• [Stored data entries]:
______

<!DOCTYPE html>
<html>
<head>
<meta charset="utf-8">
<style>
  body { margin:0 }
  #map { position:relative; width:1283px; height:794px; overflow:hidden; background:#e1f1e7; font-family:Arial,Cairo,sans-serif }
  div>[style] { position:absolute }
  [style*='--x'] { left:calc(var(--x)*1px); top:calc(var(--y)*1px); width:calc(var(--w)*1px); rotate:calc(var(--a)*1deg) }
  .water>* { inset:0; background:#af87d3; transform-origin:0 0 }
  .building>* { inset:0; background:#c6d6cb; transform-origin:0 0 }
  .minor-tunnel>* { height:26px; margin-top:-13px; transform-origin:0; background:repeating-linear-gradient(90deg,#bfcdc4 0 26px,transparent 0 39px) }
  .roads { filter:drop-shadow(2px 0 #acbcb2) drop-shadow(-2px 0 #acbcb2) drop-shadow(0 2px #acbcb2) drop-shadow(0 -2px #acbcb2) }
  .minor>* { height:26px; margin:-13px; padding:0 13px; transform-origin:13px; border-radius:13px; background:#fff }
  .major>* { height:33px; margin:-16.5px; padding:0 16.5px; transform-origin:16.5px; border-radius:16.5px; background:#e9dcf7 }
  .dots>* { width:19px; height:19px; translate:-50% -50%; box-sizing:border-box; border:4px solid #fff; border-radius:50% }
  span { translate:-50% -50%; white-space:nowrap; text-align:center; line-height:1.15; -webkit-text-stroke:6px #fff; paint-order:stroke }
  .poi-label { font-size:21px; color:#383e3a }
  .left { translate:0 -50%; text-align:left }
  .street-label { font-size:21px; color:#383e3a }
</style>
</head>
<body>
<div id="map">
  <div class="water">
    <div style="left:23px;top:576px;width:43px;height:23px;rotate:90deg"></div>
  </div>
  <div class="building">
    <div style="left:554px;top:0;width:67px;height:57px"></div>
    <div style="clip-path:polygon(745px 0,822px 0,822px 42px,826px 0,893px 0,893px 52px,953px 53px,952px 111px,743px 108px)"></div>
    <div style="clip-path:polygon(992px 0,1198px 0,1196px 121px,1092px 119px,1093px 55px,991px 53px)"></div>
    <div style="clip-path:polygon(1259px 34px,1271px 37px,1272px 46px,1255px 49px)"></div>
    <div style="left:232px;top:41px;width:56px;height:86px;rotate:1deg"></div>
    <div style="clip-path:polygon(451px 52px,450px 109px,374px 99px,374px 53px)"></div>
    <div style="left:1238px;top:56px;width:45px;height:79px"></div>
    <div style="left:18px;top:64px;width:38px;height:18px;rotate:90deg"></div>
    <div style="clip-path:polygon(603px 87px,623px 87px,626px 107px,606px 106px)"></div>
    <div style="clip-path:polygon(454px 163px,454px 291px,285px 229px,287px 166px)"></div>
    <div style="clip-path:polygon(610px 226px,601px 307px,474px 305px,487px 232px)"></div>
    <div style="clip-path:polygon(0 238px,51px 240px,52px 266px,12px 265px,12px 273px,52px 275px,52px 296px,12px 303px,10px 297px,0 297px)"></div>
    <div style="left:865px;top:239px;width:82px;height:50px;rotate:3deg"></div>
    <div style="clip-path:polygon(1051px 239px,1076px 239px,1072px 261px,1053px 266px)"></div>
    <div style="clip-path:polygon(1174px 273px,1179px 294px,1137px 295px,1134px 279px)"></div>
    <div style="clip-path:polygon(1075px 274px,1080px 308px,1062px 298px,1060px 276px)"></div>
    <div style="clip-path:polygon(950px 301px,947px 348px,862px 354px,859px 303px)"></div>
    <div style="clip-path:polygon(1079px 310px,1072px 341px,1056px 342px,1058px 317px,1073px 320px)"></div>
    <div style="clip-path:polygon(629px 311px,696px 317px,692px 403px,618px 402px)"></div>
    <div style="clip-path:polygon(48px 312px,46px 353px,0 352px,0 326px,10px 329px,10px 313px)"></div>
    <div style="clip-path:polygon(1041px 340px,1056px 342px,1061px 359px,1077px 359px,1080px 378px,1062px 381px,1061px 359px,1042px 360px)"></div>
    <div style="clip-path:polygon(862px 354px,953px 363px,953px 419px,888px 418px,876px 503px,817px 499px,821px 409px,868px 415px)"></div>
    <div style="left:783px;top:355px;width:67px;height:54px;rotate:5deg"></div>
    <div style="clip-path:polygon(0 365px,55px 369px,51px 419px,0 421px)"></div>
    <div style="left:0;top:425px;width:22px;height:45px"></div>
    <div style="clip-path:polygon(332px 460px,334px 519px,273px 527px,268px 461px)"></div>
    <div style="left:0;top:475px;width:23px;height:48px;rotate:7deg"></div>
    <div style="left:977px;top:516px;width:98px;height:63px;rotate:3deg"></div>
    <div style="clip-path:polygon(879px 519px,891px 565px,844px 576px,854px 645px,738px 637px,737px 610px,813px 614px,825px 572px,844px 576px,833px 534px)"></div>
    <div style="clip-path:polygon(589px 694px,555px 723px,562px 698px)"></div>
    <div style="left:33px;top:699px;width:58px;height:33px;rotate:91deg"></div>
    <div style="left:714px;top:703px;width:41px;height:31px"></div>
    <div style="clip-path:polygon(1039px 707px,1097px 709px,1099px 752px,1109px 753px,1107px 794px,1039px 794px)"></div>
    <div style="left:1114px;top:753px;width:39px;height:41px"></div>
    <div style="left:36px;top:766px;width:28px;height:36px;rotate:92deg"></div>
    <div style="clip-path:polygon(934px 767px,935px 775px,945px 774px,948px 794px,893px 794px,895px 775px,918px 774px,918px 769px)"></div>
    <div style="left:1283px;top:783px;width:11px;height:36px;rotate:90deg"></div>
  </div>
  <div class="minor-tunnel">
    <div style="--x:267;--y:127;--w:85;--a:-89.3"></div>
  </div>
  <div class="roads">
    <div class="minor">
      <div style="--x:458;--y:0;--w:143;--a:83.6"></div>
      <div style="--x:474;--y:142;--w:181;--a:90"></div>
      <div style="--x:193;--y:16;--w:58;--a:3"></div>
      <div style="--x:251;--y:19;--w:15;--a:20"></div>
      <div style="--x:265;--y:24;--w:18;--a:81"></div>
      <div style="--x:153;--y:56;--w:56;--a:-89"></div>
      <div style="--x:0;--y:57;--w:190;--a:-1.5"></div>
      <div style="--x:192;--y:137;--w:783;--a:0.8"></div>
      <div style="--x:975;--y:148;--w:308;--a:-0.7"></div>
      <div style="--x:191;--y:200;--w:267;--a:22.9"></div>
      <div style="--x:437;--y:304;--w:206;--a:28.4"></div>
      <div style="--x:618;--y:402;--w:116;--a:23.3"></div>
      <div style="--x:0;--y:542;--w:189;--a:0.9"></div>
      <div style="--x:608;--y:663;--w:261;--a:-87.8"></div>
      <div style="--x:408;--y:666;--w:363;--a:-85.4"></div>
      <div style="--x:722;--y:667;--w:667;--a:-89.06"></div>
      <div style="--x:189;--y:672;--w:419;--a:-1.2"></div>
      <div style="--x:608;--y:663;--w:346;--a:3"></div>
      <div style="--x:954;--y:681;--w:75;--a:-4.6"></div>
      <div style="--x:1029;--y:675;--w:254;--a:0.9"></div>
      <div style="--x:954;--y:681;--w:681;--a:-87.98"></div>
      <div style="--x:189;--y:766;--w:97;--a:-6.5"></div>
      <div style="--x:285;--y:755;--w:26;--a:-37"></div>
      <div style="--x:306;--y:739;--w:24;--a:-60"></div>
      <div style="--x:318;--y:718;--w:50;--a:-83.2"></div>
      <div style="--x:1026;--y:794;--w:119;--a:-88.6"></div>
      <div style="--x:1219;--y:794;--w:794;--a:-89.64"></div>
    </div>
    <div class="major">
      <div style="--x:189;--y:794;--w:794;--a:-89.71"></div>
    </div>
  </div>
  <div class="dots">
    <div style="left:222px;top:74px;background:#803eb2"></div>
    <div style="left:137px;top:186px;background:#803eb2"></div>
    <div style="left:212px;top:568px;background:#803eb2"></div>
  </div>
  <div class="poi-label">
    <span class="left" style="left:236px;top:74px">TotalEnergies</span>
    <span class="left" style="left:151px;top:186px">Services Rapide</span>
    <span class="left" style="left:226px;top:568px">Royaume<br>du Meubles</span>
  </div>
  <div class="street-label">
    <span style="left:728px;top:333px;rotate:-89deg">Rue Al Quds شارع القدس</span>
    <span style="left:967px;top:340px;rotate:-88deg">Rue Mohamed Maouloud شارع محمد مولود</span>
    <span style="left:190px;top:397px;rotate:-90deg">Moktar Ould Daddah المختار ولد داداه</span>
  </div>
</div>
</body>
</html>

______

• [Work to be completed]:
How many lines in the records above contain the word "position"? Reply with the number and nothing more.

• [Task solution]:
2